Updated by mkittler almost 3 years ago
The test actually passes on arm 4 and 5 (and only fails on arm 1, 2 and 3). The results are at least consistent within each host (I've run the test at least 5 times on each host).
Updated by mkittler almost 3 years ago
Try to extend the command with access to KVM…
I don't think that will lead anywhere because the image we're using in the fullstack test is i368 which we really need to emulate on aarch64. Also note that "QEMU_NO_KVM" : "1"
is no longer present in the test settings so there's nothing to patch out.

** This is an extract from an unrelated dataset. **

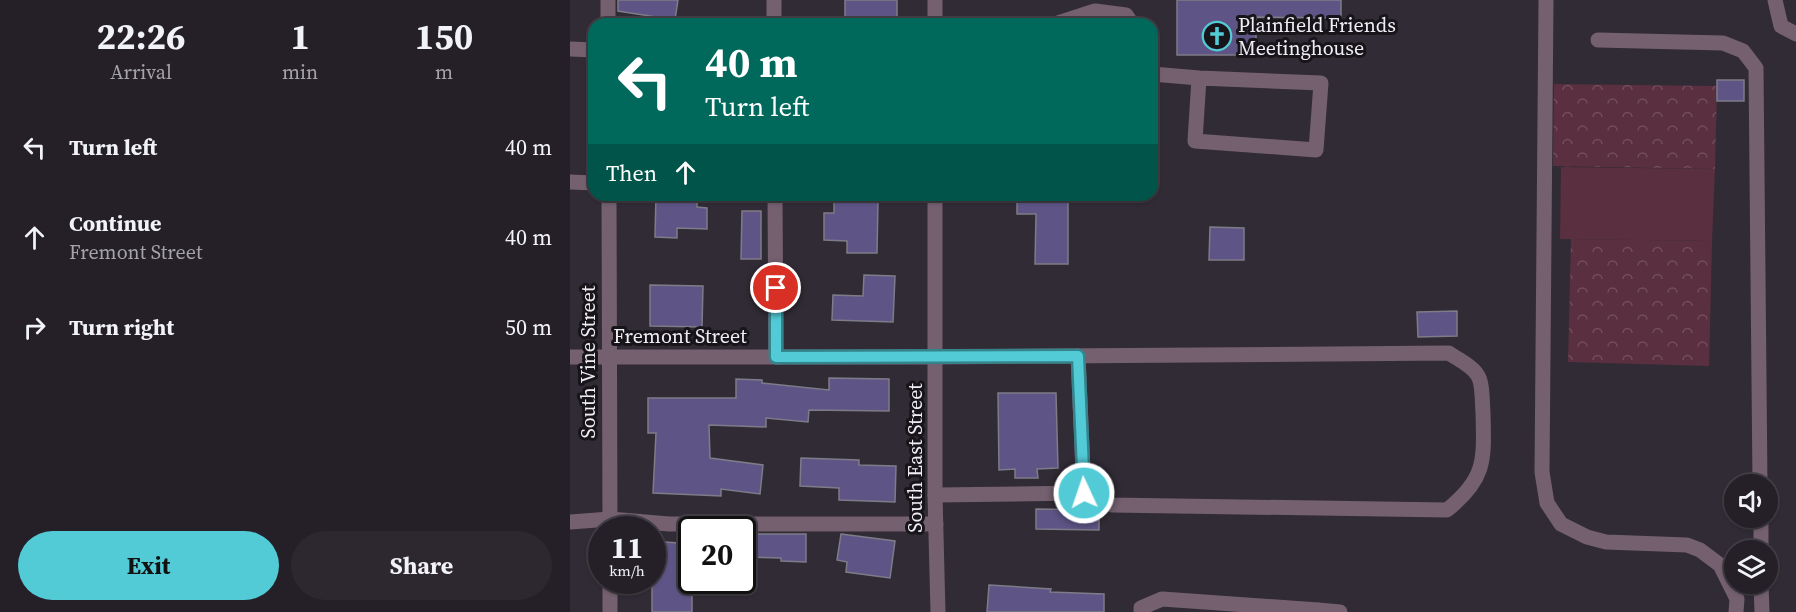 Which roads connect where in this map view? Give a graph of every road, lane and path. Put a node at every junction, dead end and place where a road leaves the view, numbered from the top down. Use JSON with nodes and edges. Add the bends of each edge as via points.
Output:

Updated by mkittler almost 3 years ago
Out of curiosity I've just tried adding -v /dev/kvm
to podman
args which in turn leads to -enable-kvm
being added to QEMU args which leads to the error qemu-system-i386: invalid accelerator kvm
.
Updated by mkittler almost 3 years ago
I give up on figuring out why it isn't working on arm-1, 2 and 3. We mainly want to find out whether the typing problems we see on arm-4 and 5 in production can be reproduced with the os-autoinst fullstack test. So far I couldn't reproduce a single occurrence. I'll let it run in a loop 10 more times on each host¹. As stated before, using KVM isn't possible using this approach. (There would be arm ports of tinycore but using them is likely out of scope for this issue.)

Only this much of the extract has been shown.